Right now I think I lean towards a type parameter over a dyn trait, as that's easier to use for callers, but it does make it slightly annoying if you are handling multiple codecs, so I'm open to being persuaded one way or the other.

I might a need a bit more details to get the idea. I assume this is a bit different than I have been currently doing. When compared to previous, DecodeError would be trait and grouped codec-specific error structs just implement it?

XAMPPRocky commented 11 months ago

I might a need a bit more details to get the idea.

It's essentially the same, except there's an extra variant in Kind for codec specific errors.

trait CodecError: std::fmt::Display {}

// Static version, allows for `Kind<BerError>`, `Kind<DerError>`, etc.
#[derive(Snafu)]
#[snafu(visibility(pub(crate)))]
#[derive(Debug)]
pub enum Kind<T: CodecError> {
   #[snafu(display("Actual integer larger than expected {} bits", max_width))]
    IntegerOverflow {
        /// The maximum integer width.
        max_width: u32,
    },
   #[snafu(display("codec error {} bits", max_width))]
    CodecError {
        inner: T,
    },
}
// dyn version, allows for one type.
#[derive(Snafu)]
#[snafu(visibility(pub(crate)))]
#[derive(Debug)]
pub enum Kind {
   #[snafu(display("Actual integer larger than expected {} bits", max_width))]
    IntegerOverflow {
        /// The maximum integer width.
        max_width: u32,
    },
   #[snafu(display("codec error {} bits", max_width))]
    CodecError {
        inner: Box<dyn CodecError>,
    },
}

impl Kind {
    fn get_inner<C: CodecError>(&self) -> C {
        // downcast to `C`
    }
}
jkalez commented 11 months ago

Any updates on this?

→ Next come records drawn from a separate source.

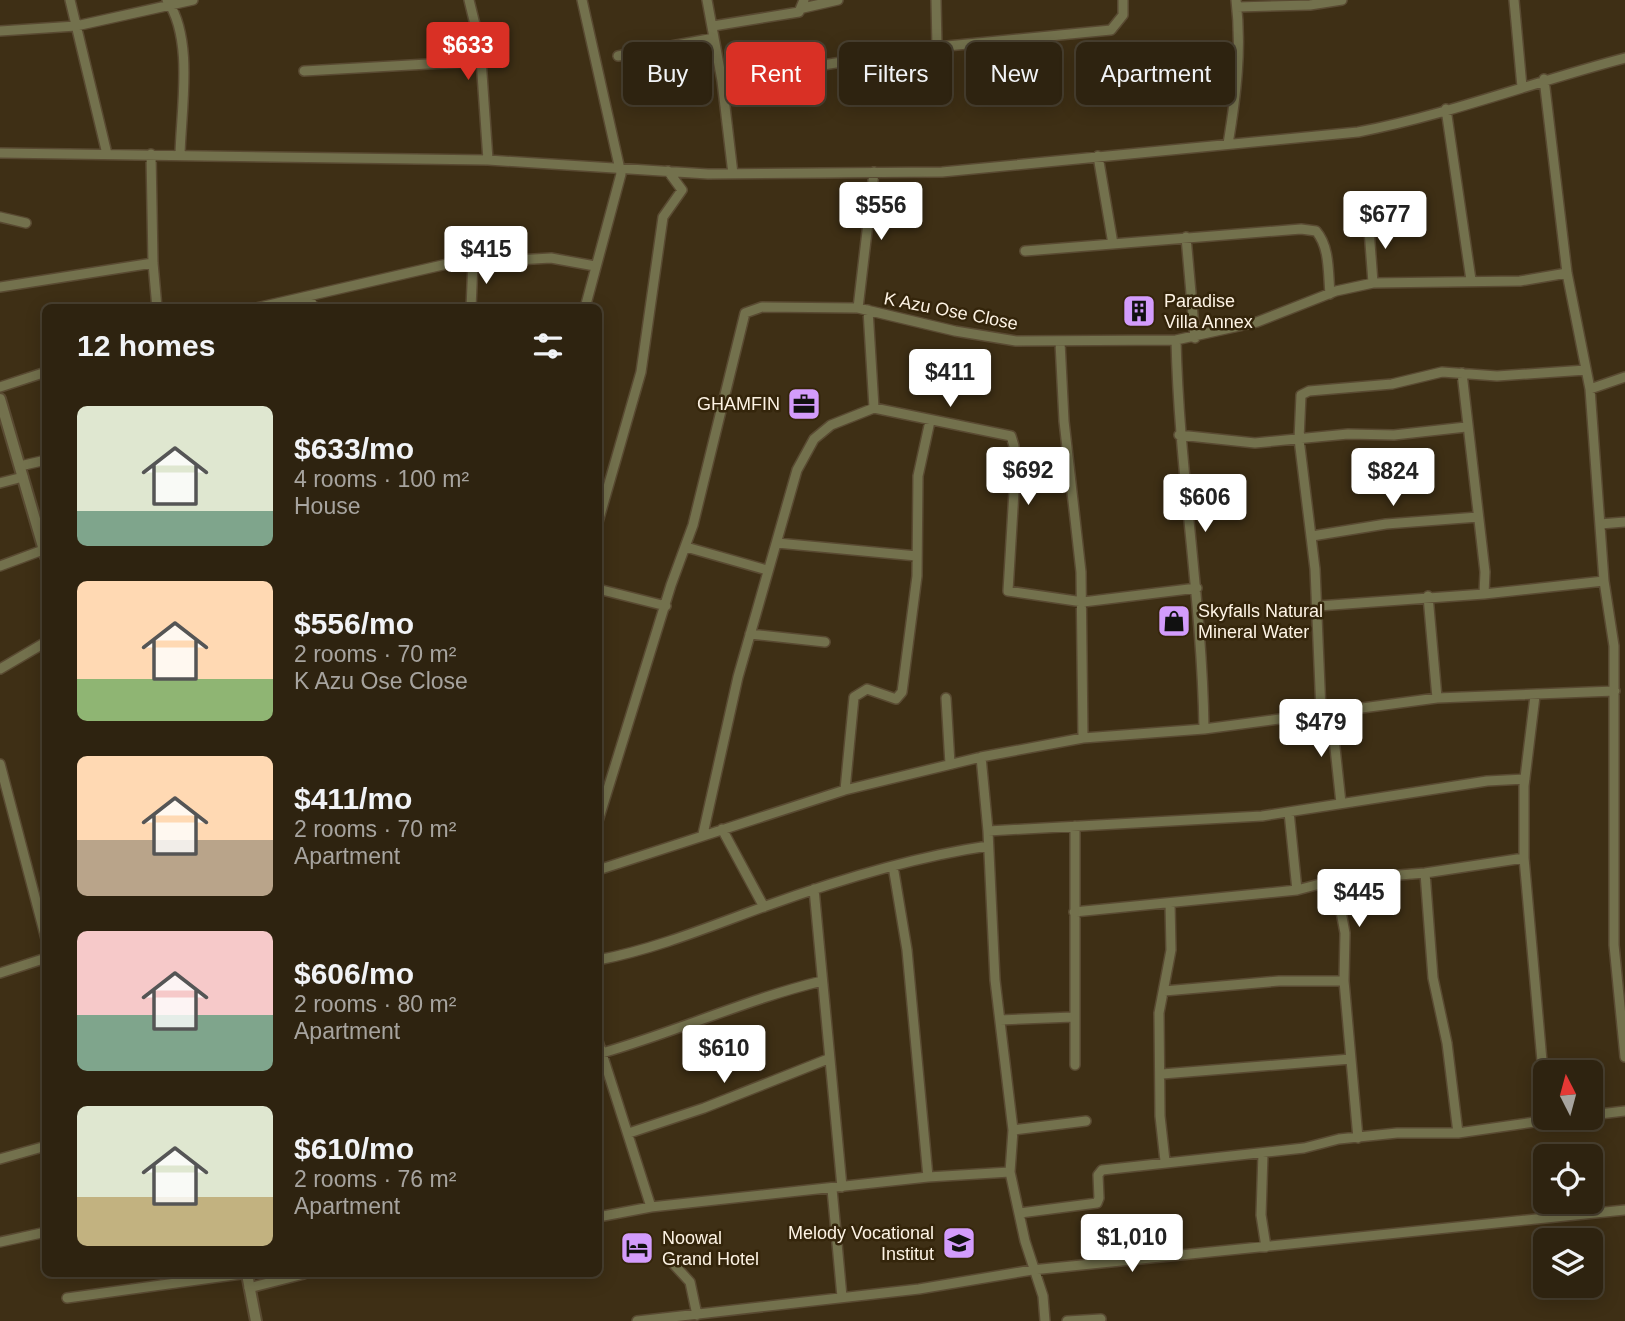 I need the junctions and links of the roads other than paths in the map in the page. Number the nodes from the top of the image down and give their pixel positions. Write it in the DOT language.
graph roads {
  1 [pos="70,0"];
  2 [pos="193,0"];
  3 [pos="469,0"];
  4 [pos="582,0"];
  5 [pos="706,0"];
  6 [pos="838,0"];
  7 [pos="936,0"];
  8 [pos="1124,0"];
  9 [pos="1337,0"];
  10 [pos="1514,0"];
  11 [pos="169,3"];
  12 [pos="1236,3"];
  13 [pos="804,4"];
  14 [pos="76,26"];
  15 [pos="713,26"];
  16 [pos="0,31"];
  17 [pos="714,38"];
  18 [pos="937,42"];
  19 [pos="952,46"];
  20 [pos="618,56"];
  21 [pos="1625,58"];
  22 [pos="481,61"];
  23 [pos="839,62"];
  24 [pos="304,71"];
  25 [pos="1544,79"];
  26 [pos="722,81"];
  27 [pos="1522,87"];
  28 [pos="1446,110"];
  29 [pos="1228,144"];
  30 [pos="0,153"];
  31 [pos="107,154"];
  32 [pos="151,154"];
  33 [pos="180,155"];
  34 [pos="1098,156"];
  35 [pos="488,160"];
  36 [pos="620,167"];
  37 [pos="668,171"];
  38 [pos="874,172"];
  39 [pos="733,174"];
  40 [pos="1387,211"];
  41 [pos="0,217"];
  42 [pos="26,223"];
  43 [pos="1186,237"];
  44 [pos="1113,244"];
  45 [pos="1025,251"];
  46 [pos="473,262"];
  47 [pos="153,263"];
  48 [pos="595,266"];
  49 [pos="1567,273"];
  50 [pos="1471,281"];
  51 [pos="1373,283"];
  52 [pos="0,287"];
  53 [pos="1330,294"];
  54 [pos="310,297"];
  55 [pos="157,304"];
  56 [pos="276,304"];
  57 [pos="312,304"];
  58 [pos="471,304"];
  59 [pos="586,304"];
  60 [pos="863,309"];
  61 [pos="1195,338"];
  62 [pos="1176,340"];
  63 [pos="1060,342"];
  64 [pos="1586,370"];
  65 [pos="42,373"];
  66 [pos="1462,373"];
  67 [pos="1625,377"];
  68 [pos="0,387"];
  69 [pos="1590,389"];
  70 [pos="0,399"];
  71 [pos="874,408"];
  72 [pos="930,421"];
  73 [pos="1466,427"];
  74 [pos="1179,435"];
  75 [pos="1299,439"];
  76 [pos="42,462"];
  77 [pos="21,471"];
  78 [pos="0,483"];
  79 [pos="602,508"];
  80 [pos="1478,517"];
  81 [pos="1625,522"];
  82 [pos="1600,524"];
  83 [pos="1312,536"];
  84 [pos="777,543"];
  85 [pos="42,547"];
  86 [pos="685,547"];
  87 [pos="42,555"];
  88 [pos="917,556"];
  89 [pos="0,566"];
  90 [pos="767,570"];
  91 [pos="1604,581"];
  92 [pos="1197,588"];
  93 [pos="602,590"];
  94 [pos="1484,594"];
  95 [pos="1428,596"];
  96 [pos="1083,602"];
  97 [pos="666,606"];
  98 [pos="1318,606"];
  99 [pos="750,634"];
  100 [pos="825,642"];
  101 [pos="42,644"];
  102 [pos="0,669"];
  103 [pos="1615,691"];
  104 [pos="1535,696"];
  105 [pos="946,698"];
  106 [pos="1437,698"];
  107 [pos="1326,711"];
  108 [pos="1204,729"];
  109 [pos="1083,738"];
  110 [pos="981,757"];
  111 [pos="950,764"];
  112 [pos="1,770"];
  113 [pos="1525,779"];
  114 [pos="845,790"];
  115 [pos="1621,792"];
  116 [pos="1341,803"];
  117 [pos="602,808"];
  118 [pos="1289,812"];
  119 [pos="1075,826"];
  120 [pos="722,829"];
  121 [pos="988,831"];
  122 [pos="703,834"];
  123 [pos="988,846"];
  124 [pos="1524,858"];
  125 [pos="893,866"];
  126 [pos="602,869"];
  127 [pos="1425,873"];
  128 [pos="1335,880"];
  129 [pos="814,889"];
  130 [pos="1297,890"];
  131 [pos="1170,903"];
  132 [pos="764,907"];
  133 [pos="1074,912"];
  134 [pos="42,924"];
  135 [pos="42,959"];
  136 [pos="602,959"];
  137 [pos="0,973"];
  138 [pos="822,981"];
  139 [pos="1344,981"];
  140 [pos="1164,991"];
  141 [pos="1622,1011"];
  142 [pos="1073,1017"];
  143 [pos="1000,1020"];
  144 [pos="602,1053"];
  145 [pos="1625,1057"];
  146 [pos="828,1059"];
  147 [pos="1351,1059"];
  148 [pos="1542,1060"];
  149 [pos="1075,1065"];
  150 [pos="1162,1074"];
  151 [pos="1625,1111"];
  152 [pos="1603,1114"];
  153 [pos="1086,1121"];
  154 [pos="1533,1121"];
  155 [pos="1013,1130"];
  156 [pos="629,1133"];
  157 [pos="1458,1133"];
  158 [pos="1358,1138"];
  159 [pos="42,1147"];
  160 [pos="1263,1153"];
  161 [pos="0,1159"];
  162 [pos="1165,1161"];
  163 [pos="1010,1172"];
  164 [pos="928,1177"];
  165 [pos="837,1188"];
  166 [pos="651,1207"];
  167 [pos="1625,1210"];
  168 [pos="1020,1213"];
  169 [pos="602,1216"];
  170 [pos="42,1233"];
  171 [pos="0,1242"];
  172 [pos="1266,1247"];
  173 [pos="667,1257"];
  174 [pos="1032,1270"];
  175 [pos="219,1277"];
  176 [pos="247,1277"];
  177 [pos="292,1277"];
  178 [pos="249,1288"];
  179 [pos="842,1297"];
  180 [pos="67,1298"];
  181 [pos="697,1315"];
  182 [pos="1101,1319"];
  183 [pos="256,1321"];
  184 [pos="637,1321"];
  185 [pos="1045,1321"];
  186 [pos="1067,1321"];
  1 -- 14 [label="street"];
  2 -- 11 [label="street"];
  3 -- 22 [label="street"];
  4 -- 36 [label="street"];
  5 -- 15 [label="street"];
  6 -- 13 [label="street"];
  7 -- 18 [label="street"];
  8 -- 19 [label="street"];
  9 -- 12 [label="street"];
  10 -- 27 [label="street"];
  11 -- 14 [label="street"];
  11 -- 33 [label="street"];
  12 -- 29 [label="street"];
  13 -- 15 [label="street"];
  14 -- 16 [label="street"];
  14 -- 31 [label="street"];
  15 -- 17 [label="street"];
  17 -- 20 [label="street"];
  17 -- 26 [label="street"];
  21 -- 25 [label="street"];
  22 -- 24 [label="street"];
  22 -- 35 [label="street"];
  23 -- 26 [label="street"];
  25 -- 27 [label="street"];
  25 -- 49 [label="street"];
  26 -- 39 [label="street"];
  27 -- 28 [label="street"];
  28 -- 29 [label="street"];
  28 -- 50 [label="street"];
  29 -- 34 [label="street"];
  30 -- 31 [label="street"];
  31 -- 32 [label="street"];
  32 -- 33 [label="street"];
  32 -- 47 [label="street"];
  33 -- 35 [label="street"];
  34 -- 38 [label="street"];
  34 -- 44 [label="street"];
  35 -- 36 [label="street"];
  36 -- 37 [label="street"];
  36 -- 48 [label="street"];
  37 -- 39 [label="street"];
  37 -- 79 [label="street"];
  38 -- 39 [label="street"];
  38 -- 60 [label="street"];
  40 -- 51 [label="street"];
  41 -- 42 [label="street"];
  43 -- 44 [label="street"];
  43 -- 53 [label="street"];
  43 -- 61 [label="street"];
  44 -- 45 [label="street"];
  46 -- 48 [label="street"];
  46 -- 54 [label="street"];
  46 -- 58 [label="street"];
  47 -- 52 [label="street"];
  47 -- 55 [label="street"];
  48 -- 59 [label="street"];
  49 -- 50 [label="street, K Azu Ose Close"];
  49 -- 64 [label="street"];
  50 -- 51 [label="street, K Azu Ose Close"];
  51 -- 53 [label="street, K Azu Ose Close"];
  53 -- 61 [label="street, K Azu Ose Close"];
  54 -- 56 [label="street"];
  54 -- 57 [label="street"];
  60 -- 63 [label="street, K Azu Ose Close"];
  60 -- 71 [label="street"];
  60 -- 86 [label="street, K Azu Ose Close"];
  61 -- 62 [label="street, K Azu Ose Close"];
  62 -- 63 [label="street, K Azu Ose Close"];
  62 -- 74 [label="street"];
  63 -- 96 [label="street"];
  64 -- 66 [label="street"];
  64 -- 69 [label="street"];
  65 -- 68 [label="street"];
  66 -- 73 [label="street"];
  66 -- 75 [label="street"];
  67 -- 69 [label="street"];
  69 -- 82 [label="street"];
  70 -- 77 [label="street"];
  71 -- 72 [label="street"];
  71 -- 84 [label="street"];
  72 -- 88 [label="street"];
  72 -- 96 [label="street"];
  73 -- 75 [label="street"];
  73 -- 80 [label="street"];
  74 -- 75 [label="street"];
  74 -- 92 [label="street"];
  75 -- 83 [label="street"];
  76 -- 77 [label="street"];
  77 -- 78 [label="street"];
  77 -- 85 [label="street"];
  80 -- 83 [label="street"];
  80 -- 94 [label="street"];
  81 -- 82 [label="street"];
  82 -- 91 [label="street"];
  83 -- 98 [label="street"];
  84 -- 88 [label="street"];
  84 -- 90 [label="street"];
  86 -- 90 [label="street"];
  86 -- 97 [label="street"];
  87 -- 89 [label="street"];
  88 -- 114 [label="street"];
  90 -- 99 [label="street"];
  91 -- 94 [label="street"];
  91 -- 103 [label="street"];
  92 -- 96 [label="street"];
  92 -- 108 [label="street"];
  93 -- 97 [label="street"];
  94 -- 95 [label="street"];
  95 -- 98 [label="street"];
  95 -- 106 [label="street"];
  96 -- 109 [label="street"];
  97 -- 117 [label="street"];
  98 -- 107 [label="street"];
  99 -- 100 [label="street"];
  99 -- 122 [label="street"];
  101 -- 102 [label="street"];
  103 -- 104 [label="street"];
  103 -- 115 [label="street"];
  104 -- 106 [label="street"];
  104 -- 113 [label="street"];
  105 -- 111 [label="street"];
  106 -- 107 [label="street"];
  107 -- 108 [label="street"];
  107 -- 116 [label="street"];
  108 -- 109 [label="street"];
  109 -- 110 [label="street"];
  110 -- 111 [label="street"];
  110 -- 121 [label="street"];
  111 -- 114 [label="street"];
  112 -- 134 [label="street"];
  113 -- 116 [label="street"];
  113 -- 124 [label="street"];
  114 -- 120 [label="street"];
  115 -- 141 [label="street"];
  116 -- 118 [label="street"];
  118 -- 119 [label="street"];
  118 -- 130 [label="street"];
  119 -- 121 [label="street"];
  119 -- 133 [label="street"];
  120 -- 122 [label="street"];
  120 -- 132 [label="street"];
  121 -- 123 [label="street"];
  122 -- 126 [label="street"];
  123 -- 125 [label="street"];
  123 -- 143 [label="street"];
  124 -- 127 [label="street"];
  124 -- 148 [label="street"];
  125 -- 129 [label="street"];
  125 -- 164 [label="street"];
  127 -- 128 [label="street"];
  127 -- 157 [label="street"];
  128 -- 130 [label="street"];
  128 -- 139 [label="street"];
  129 -- 132 [label="street"];
  129 -- 138 [label="street"];
  130 -- 131 [label="street"];
  131 -- 133 [label="street"];
  131 -- 140 [label="street"];
  132 -- 136 [label="street"];
  133 -- 142 [label="street"];
  135 -- 137 [label="street"];
  138 -- 144 [label="street"];
  138 -- 146 [label="street"];
  139 -- 140 [label="street"];
  139 -- 147 [label="street"];
  140 -- 150 [label="street"];
  141 -- 145 [label="street"];
  142 -- 143 [label="street"];
  142 -- 149 [label="street"];
  143 -- 155 [label="street"];
  144 -- 156 [label="street"];
  146 -- 156 [label="street"];
  146 -- 165 [label="street"];
  147 -- 150 [label="street"];
  147 -- 158 [label="street"];
  150 -- 162 [label="street"];
  151 -- 152 [label="street"];
  153 -- 155 [label="street"];
  154 -- 157 [label="street"];
  155 -- 163 [label="street"];
  156 -- 166 [label="street"];
  157 -- 158 [label="street"];
  158 -- 160 [label="street"];
  159 -- 161 [label="street"];
  160 -- 162 [label="street"];
  160 -- 172 [label="street"];
  162 -- 168 [label="street"];
  163 -- 164 [label="street"];
  163 -- 168 [label="street"];
  164 -- 165 [label="street"];
  165 -- 166 [label="street"];
  165 -- 179 [label="street"];
  166 -- 169 [label="street"];
  167 -- 172 [label="street"];
  168 -- 174 [label="street"];
  170 -- 171 [label="street"];
  172 -- 174 [label="street"];
  173 -- 181 [label="street"];
  174 -- 179 [label="street"];
  174 -- 185 [label="street"];
  175 -- 180 [label="street"];
  176 -- 178 [label="street"];
  177 -- 178 [label="street"];
  178 -- 183 [label="street"];
  179 -- 181 [label="street"];
  181 -- 184 [label="street"];
  182 -- 186 [label="street"];
}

Even before getting the whole error refactor in, it would be nice to have the Kind exposed so we can match off of it

Nicceboy commented 11 months ago

I have time to finish the refactor this week if it is soon enough, based on the suggested static version. Then you can already move to using the new API directly.

Nicceboy commented 11 months ago

I used quite many hours on trying to use the generic version, and it seemed to be rather difficult.

E.g. when using

pub enum Kind<T: CodecError> {
   #[snafu(display("Actual integer larger than expected {} bits", max_width))]
    IntegerOverflow {
        /// The maximum integer width.
        max_width: u32,
    },
   #[snafu(display("codec error {} bits", max_width))]
    CodecError {
        inner: T,
    },
}

It means that also the above DecodeError struct needs to define the generic variable, and that means all functions in the codec needs to return same Codec specific CodecError, which might not be always true.

So instead of generic, using another enum there seems to work so, that there can be common errors and codec specific.

#[derive(Debug)]
pub enum CodecDecodeError {
    Ber(BerDecodeError),
    Cer(CerDecodeError),
    Der(DerDecodeError), 
    Uper(UperDecodeError),
    Aper(AperDecodeError)
}

And then, for example

pub enum Kind {
   #[snafu(display("Actual integer larger than expected {} bits", max_width))]
    IntegerOverflow {
        /// The maximum integer width.
        max_width: u32,
    },
   #[snafu(display("codec error {} bits", max_width))]
    CodecSpecific {
        inner: CodecDecodeError,
    },
}

On some cases it can be a bit verbose, but I guess it fulflls the use case where everything can be matched explicitly.

XAMPPRocky commented 11 months ago

An enum also fits the goal of allowing users to catch codec specific errors. I think that's an acceptable solution.

Nicceboy commented 11 months ago

As status update, it took a bit longer than it should. Everything, including standards seems to compile now and tests pass.

But I need to write some documentation/tests still, and some errors (probably many) might be incorrectly categorised, but the core functionality should be there.

All custom string-based errors have been removed and there is type for all kinds of errors, excluding some standards and macros.

XAMPPRocky commented 11 months ago

Great work! 🙏

Nicceboy commented 11 months ago

When writing some test code and examples, I also ended up moving custom *String errors under this module and improving them a bit, is this okay?

XAMPPRocky commented 11 months ago

Yes

Nicceboy commented 11 months ago

Errors should be public now. I forgot to reference this on PR and I guess it can be closed now?